The Anarchists are simply unterrified Jeffersonian Democrats. They believe that “the best government is that which governs least,” and that that which governs least is no government at all. Even the simple police function of protecting person and property they deny to governments supported by compulsory taxation. Protection they look upon as a thing to be secured, as long as it is necessary, by voluntary association and cooperation for self-defence, or as a commodity to be purchased, like any other commodity, of those who offer the best article at the lowest price. In their view it is in itself an invasion of the individual to compel him to pay for or suffer a protection against invasion that he has not asked for and does not desire.
Benjamin R. Tucker, State Socialism and Anarchism

V.D Panarchy

Panarchy is the idea that all individual should be able to choose their own "government," using government here in the Jeffersonian voluntary sense of defense association. Thus, panarchy allows people to choose anarchy - or any other system of government. If someone chooses to be ruled, say, by a monarchy or a dictator or a president, they are free to create or join other willing people to do so.

Thus, one can consider panarchy as the 'foreign policy' of panarchy. After all, an anarchist cannot logically force someone else to be free! Just as masochists should be free to do their thing, and Society for Creative Anachronism people should be free to emulate medieval peasants and lords, statists should be free to create States so long as they don't "scare the horses."

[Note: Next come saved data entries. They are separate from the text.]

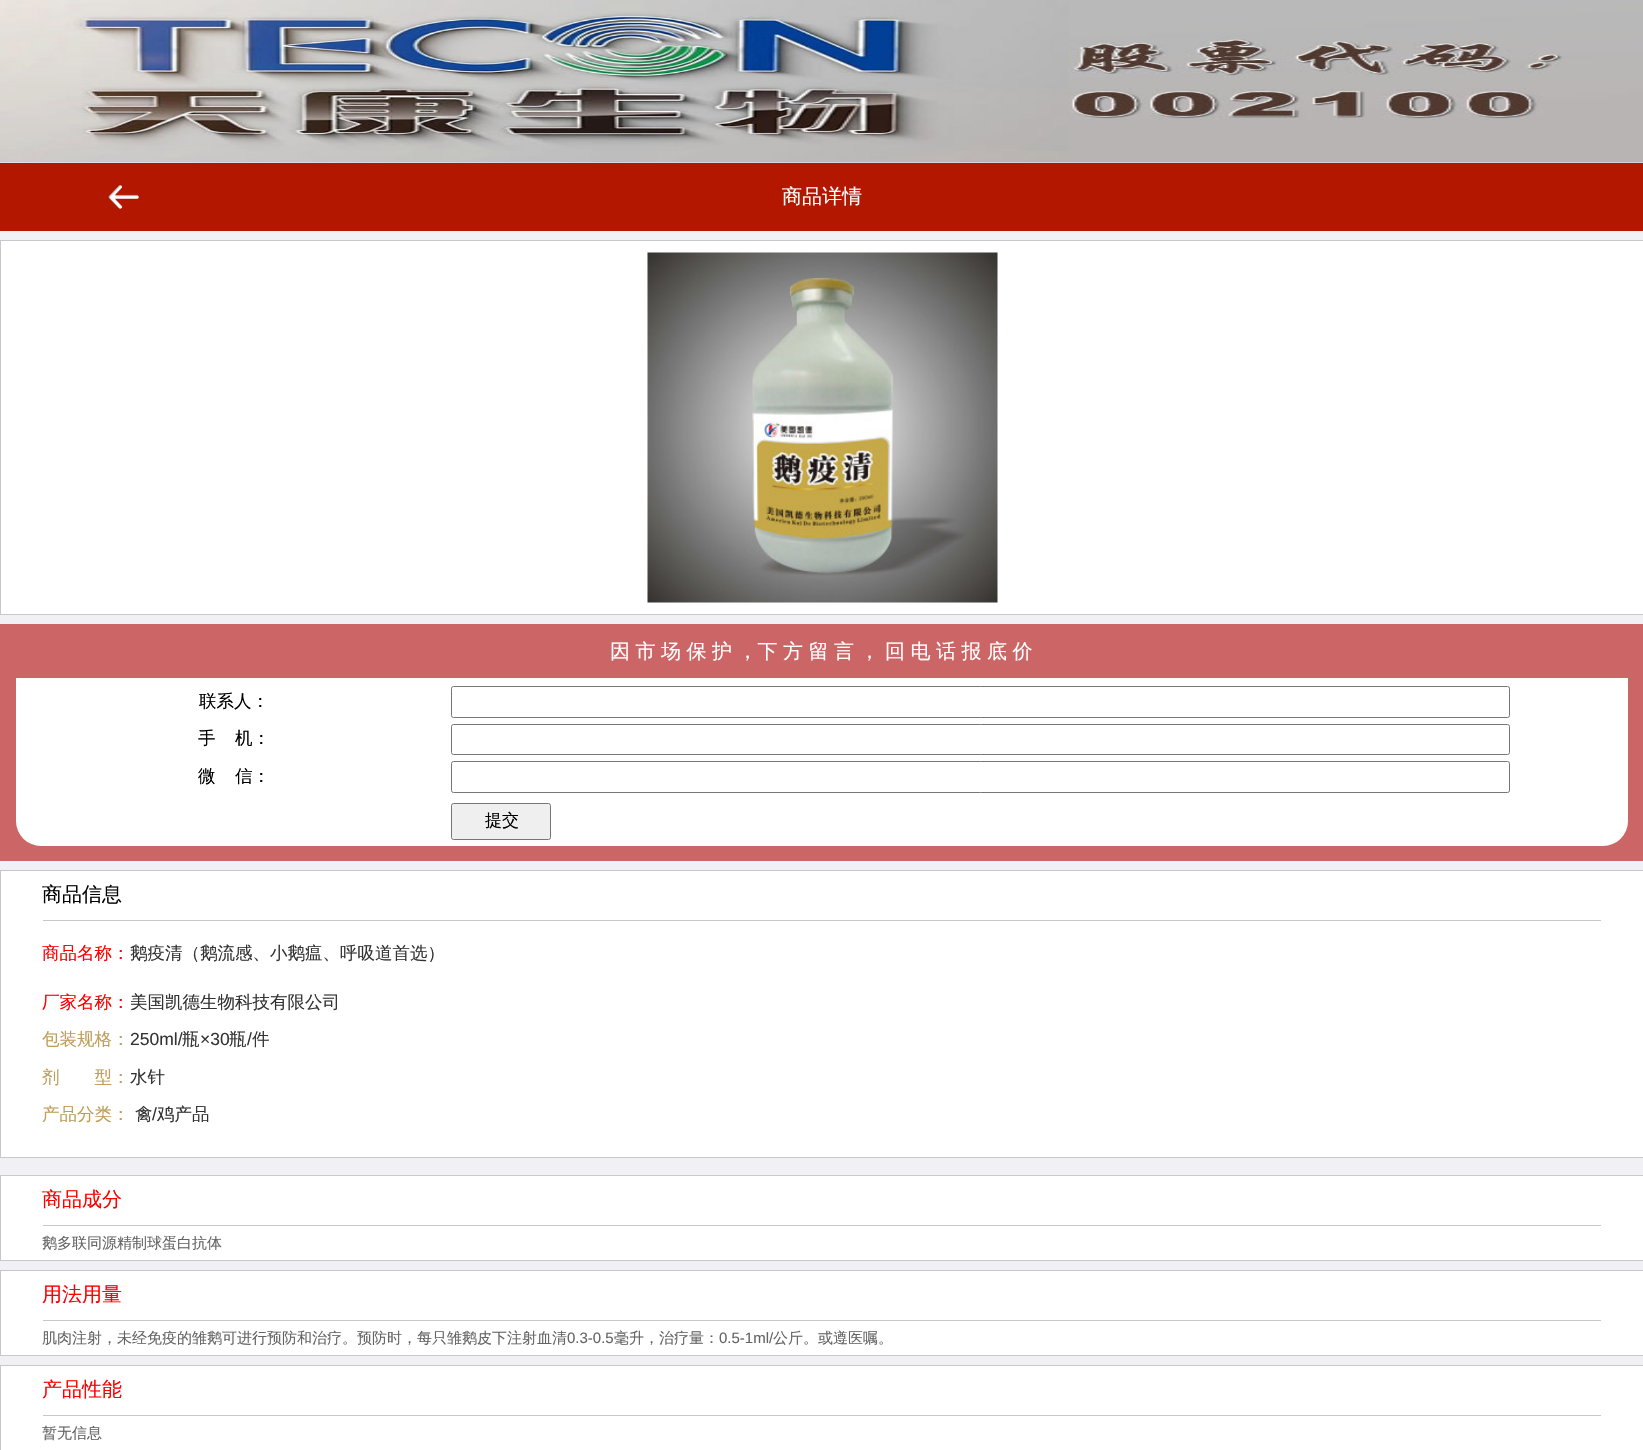 void draw(SkCanvas* canvas) {
    SkPaint paint;
    paint.setAntiAlias(true);
    auto face = [&](const char* family, int weight, float size, bool italic = false) {
        SkFontStyle style(weight, SkFontStyle::kNormal_Width,
            italic ? SkFontStyle::kItalic_Slant : SkFontStyle::kUpright_Slant);
        SkFont result(fontMgr->matchFamilyStyle(family, style), size);
        result.setSubpixel(true);
        return result;
    };
    auto write = [&](const char* s, float x, float y, const SkFont& font, SkColor color) {
        SkPaint ink(SkColor4f::FromColor(color));
        ink.setAntiAlias(true);
        canvas->drawString(s, x, y, font, ink);
    };
    auto writeSpaced = [&](const char* s, float x, float y, const SkFont& font, const SkPaint& ink, float letter, float word) {
        std::vector<SkGlyphID> glyphs(font.countText(s, strlen(s), SkTextEncoding::kUTF8));
        std::vector<float> xs(glyphs.size());
        font.textToGlyphs(s, strlen(s), SkTextEncoding::kUTF8, glyphs);
        font.getXPos(glyphs, xs, x);
        float extra = 0;
        for (size_t i = 0; i < glyphs.size(); i++) {
            xs[i] += extra;
            extra += letter + word * (glyphs[i] == font.unicharToGlyph(' '));
        }
        canvas->drawTextBlob(SkTextBlob::MakeFromPosHGlyphs(glyphs, xs, y, font), 0, 0, ink);
    };
    auto block = [&](float x, float y, float w, float h, SkColor color) {
        SkPaint ink(SkColor4f::FromColor(color));
        ink.setAntiAlias(true);
        canvas->drawRect(SkRect::MakeXYWH(x, y, w, h), ink);
    };
    auto card = [&](float x, float y, float w, float h, float radius, SkColor color) {
        SkPaint ink(SkColor4f::FromColor(color));
        ink.setAntiAlias(true);
        canvas->drawRoundRect(SkRect::MakeXYWH(x, y, w, h), radius, radius, ink);
    };
    auto paste = [&](const char* path, float x, float y, float w, float h) {
        auto image = SkImages::DeferredFromEncodedData(SkData::MakeFromFileName(path));
        canvas->drawImageRect(image, SkRect::MakeXYWH(x, y, w, h), SkSamplingOptions());
    };
    canvas->clear(SkColorSetRGB(241, 241, 245));
    paste("pic1.png", 0, 0, 1643, 163);
    block(0, 163, 1643, 68, SkColorSetRGB(180, 23, 0));
    paste("pic2.png", 108, 185, 31, 24);
    auto kFont1 = face("WenQuanYi Zen Hei", 500, 20);
    write("商品详情", 782, 203, kFont1, SK_ColorWHITE);
    paint.setColor(SK_ColorWHITE);
    canvas->drawRect(SkRect::MakeXYWH(0.5f, 240.5f, 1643, 374), paint);
    paint.setStyle(SkPaint::kStroke_Style);
    paint.setStrokeWidth(1);
    paint.setColor(SkColorSetRGB(200, 199, 204));
    canvas->drawRect(SkRect::MakeXYWH(0.5f, 240.5f, 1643, 374), paint);
    paste("pic3.png", 647, 252, 351, 351);
    block(0, 624, 1643, 237, SkColorSetRGB(204, 102, 102));
    card(16, 640, 1612, 206, 25, SK_ColorWHITE);
    block(16, 640, 1612, 38, SkColorSetRGB(204, 102, 102));
    paint.setStyle(SkPaint::kFill_Style);
    paint.setColor(SK_ColorWHITE);
    writeSpaced("因 市 场 保 护 ，下 方 留 言 ， 回 电 话 报 底 价", 610, 658, kFont1, paint, 0, -0.5f);
    auto kFont2 = face("WenQuanYi Zen Hei", 500, 17.5f);
    write("联系人：", 199, 707, kFont2, SK_ColorBLACK);
    paint.setStyle(SkPaint::kStroke_Style);
    paint.setColor(SkColorSetRGB(118, 118, 118));
    canvas->drawRoundRect(SkRect::MakeXYWH(451.5f, 686.5f, 1058, 31), 2, 2, paint);
    write("手", 198, 744, kFont2, SK_ColorBLACK);
    write("机：", 235, 744, kFont2, SK_ColorBLACK);
    canvas->drawRoundRect(SkRect::MakeXYWH(451.5f, 724.5f, 1058, 30), 2, 2, paint);
    write("微", 198, 782, kFont2, SK_ColorBLACK);
    write("信：", 235, 782, kFont2, SK_ColorBLACK);
    canvas->drawRoundRect(SkRect::MakeXYWH(451.5f, 761.5f, 1058, 31), 2, 2, paint);
    paint.setStyle(SkPaint::kFill_Style);
    paint.setColor(SkColorSetRGB(239, 239, 239));
    canvas->drawRoundRect(SkRect::MakeXYWH(451.5f, 803.5f, 99, 36), 2, 2, paint);
    paint.setStyle(SkPaint::kStroke_Style);
    paint.setColor(SkColorSetRGB(118, 118, 118));
    canvas->drawRoundRect(SkRect::MakeXYWH(451.5f, 803.5f, 99, 36), 2, 2, paint);
    auto kFont3 = face("WenQuanYi Zen Hei", 500, 17);
    write("提交", 485, 826, kFont3, SK_ColorBLACK);
    paint.setStyle(SkPaint::kFill_Style);
    paint.setColor(SK_ColorWHITE);
    canvas->drawRect(SkRect::MakeXYWH(0.5f, 870.5f, 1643, 287), paint);
    paint.setStyle(SkPaint::kStroke_Style);
    paint.setColor(SkColorSetRGB(200, 199, 204));
    canvas->drawRect(SkRect::MakeXYWH(0.5f, 870.5f, 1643, 287), paint);
    block(43, 920, 1558, 1, SkColorSetRGB(200, 199, 204));
    write("商品信息", 42, 901, kFont1, SK_ColorBLACK);
    write("商品名称：", 42, 959, kFont2, SkColorSetRGB(255, 0, 0));
    write("鹅疫清（鹅流感、小鹅瘟、呼吸道首选）", 130, 959, kFont2, SkColorSetRGB(51, 51, 51));
    write("厂家名称：", 42, 1008, kFont2, SkColorSetRGB(255, 0, 0));
    write("美国凯德生物科技有限公司", 130, 1008, kFont2, SkColorSetRGB(51, 51, 51));
    write("包装规格：", 42, 1045, kFont2, SkColorSetRGB(191, 157, 91));
    auto kFont4 = face("Liberation Sans", 400, 17.5f);
    write("250ml/", 130, 1045, kFont4, SkColorSetRGB(51, 51, 51));
    write("瓶", 182, 1045, kFont2, SkColorSetRGB(51, 51, 51));
    write("×30", 200, 1045, kFont4, SkColorSetRGB(51, 51, 51));
    write("瓶", 229, 1045, kFont2, SkColorSetRGB(51, 51, 51));
    write("/", 247, 1045, kFont4, SkColorSetRGB(51, 51, 51));
    write("件", 252, 1045, kFont2, SkColorSetRGB(51, 51, 51));
    write("剂　　型：", 42, 1083, kFont2, SkColorSetRGB(191, 157, 91));
    write("水针", 130, 1083, kFont2, SkColorSetRGB(51, 51, 51));
    write("产品分类：", 42, 1120, kFont2, SkColorSetRGB(191, 157, 91));
    write("禽", 135, 1120, kFont2, SkColorSetRGB(51, 51, 51));
    write("/", 152, 1120, kFont4, SkColorSetRGB(51, 51, 51));
    write("鸡产品", 157, 1120, kFont2, SkColorSetRGB(51, 51, 51));
    paint.setStyle(SkPaint::kFill_Style);
    paint.setColor(SK_ColorWHITE);
    canvas->drawRect(SkRect::MakeXYWH(0.5f, 1175.5f, 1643, 85), paint);
    paint.setStyle(SkPaint::kStroke_Style);
    paint.setColor(SkColorSetRGB(200, 199, 204));
    canvas->drawRect(SkRect::MakeXYWH(0.5f, 1175.5f, 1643, 85), paint);
    block(43, 1225, 1558, 1, SkColorSetRGB(200, 199, 204));
    write("商品成分", 42, 1206, kFont1, SkColorSetRGB(255, 0, 0));
    auto kFont5 = face("WenQuanYi Zen Hei", 500, 15);
    write("鹅多联同源精制球蛋白抗体", 42, 1248, kFont5, SkColorSetRGB(100, 100, 100));
    paint.setStyle(SkPaint::kFill_Style);
    paint.setColor(SK_ColorWHITE);
    canvas->drawRect(SkRect::MakeXYWH(0.5f, 1270.5f, 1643, 85), paint);
    paint.setStyle(SkPaint::kStroke_Style);
    paint.setColor(SkColorSetRGB(200, 199, 204));
    canvas->drawRect(SkRect::MakeXYWH(0.5f, 1270.5f, 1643, 85), paint);
    block(43, 1320, 1558, 1, SkColorSetRGB(200, 199, 204));
    write("用法用量", 42, 1301, kFont1, SkColorSetRGB(255, 0, 0));
    write("肌肉注射，未经免疫的雏鹅可进行预防和治疗。预防时，每只雏鹅皮下注射血清", 42, 1343, kFont5, SkColorSetRGB(100, 100, 100));
    auto kFont6 = face("Liberation Sans", 400, 15);
    write("0.3-0.5", 567, 1343, kFont6, SkColorSetRGB(100, 100, 100));
    write("毫升，治疗量：", 614, 1343, kFont5, SkColorSetRGB(100, 100, 100));
    write("0.5-1ml/", 719, 1343, kFont6, SkColorSetRGB(100, 100, 100));
    write("公斤。或遵医嘱。", 773, 1343, kFont5, SkColorSetRGB(100, 100, 100));
    paint.setStyle(SkPaint::kFill_Style);
    paint.setColor(SK_ColorWHITE);
    canvas->drawRect(SkRect::MakeXYWH(0.5f, 1365.5f, 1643, 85), paint);
    paint.setStyle(SkPaint::kStroke_Style);
    paint.setColor(SkColorSetRGB(200, 199, 204));
    canvas->drawRect(SkRect::MakeXYWH(0.5f, 1365.5f, 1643, 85), paint);
    block(43, 1415, 1558, 1, SkColorSetRGB(200, 199, 204));
    write("产品性能", 42, 1396, kFont1, SkColorSetRGB(255, 0, 0));
    write("暂无信息", 42, 1438, kFont5, SkColorSetRGB(100, 100, 100));
}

However, it is common knowledge that in government, as in mechanics, the simplest ideas always come last. We are coming to the point: One can found nothing lasting except on liberty. Nothing that already exists can maintain itself or operate with full efficiency without the free interplay of all its active parts. Otherwise energy is wasted, parts wear out rapidly, and there are, in fact, break-downs and serious accidents. Thus I demand, for each and every member of human society, freedom of association according to inclination and of activity according to aptitude. In other words, the absolute right to choose the political surroundings in which to live, and to ask for nothing else. — P. E. de Puydt, Panarchy(1860)
This idea can be taken a step further. If "governments," that is, defense associations and arbitration can be polycentric and panarchist, why not legal and property norms themselves?
This old narrowness is yielding to the broader, kindlier and far more reasonable idea, that all these economic ideas may be experimented with, and there is nothing un-Anarchistic about any of them until the element of compulsion enters and obliges unwilling persons to remain in a community whose economic arrangements they do not agree to. — Voltairine de Cleyre, Anarchism(1901)
A modern mutualist anarchist agrees.
It seems likely that land property regimes will be polycentric to the extent that majority mores vary from one locality to another, because absent a single legal regime enforced by a large territorial state, property claims will depend on the willingness of local communities to enforce them. And in a polycentric legal regime in which all enforcement is financed endogenously (by the beneficiaries, as opposed to externalizing the cost on society at large through exogenous funding from general revenues), the enforceability of one’s property claims will depend on whether the potential economic value of the property is sufficient to justify enforcement costs.
Kevin Carson, Are We All Mutualists?
An anarcho-capitalist concurs.
Assume, instead, that different enclaves (communities, neighborhoods, even households) have evolved some resource usage norms - a property system. Note that we assume these diverse norms have come about by local consensus of some sort, whether it be by “democratic” or contractual arrangements. Doesn’t this seem more likely in a stateless society than large territorial monopolies of uniform property systems? Our love for decentralization includes property systems. Even if one or more property systems prove to be more popular than others, and gain market share over others, shouldn’t we still use this pluralist enclave model? I certainly don’t see everyone agreeing on the best property system any time soon!
Hogeye Bill, Property Panarchy

The notion that everyone is uniform, and that "my preferred system" must prevail everywhere, is at root a statist idea. Statists tend to think that one size fits all, and are willing to use violence to fit everyone into their Procrustean bed. Anarchists, on the contrary, embrace freedom and diversity in property norms as with everything else.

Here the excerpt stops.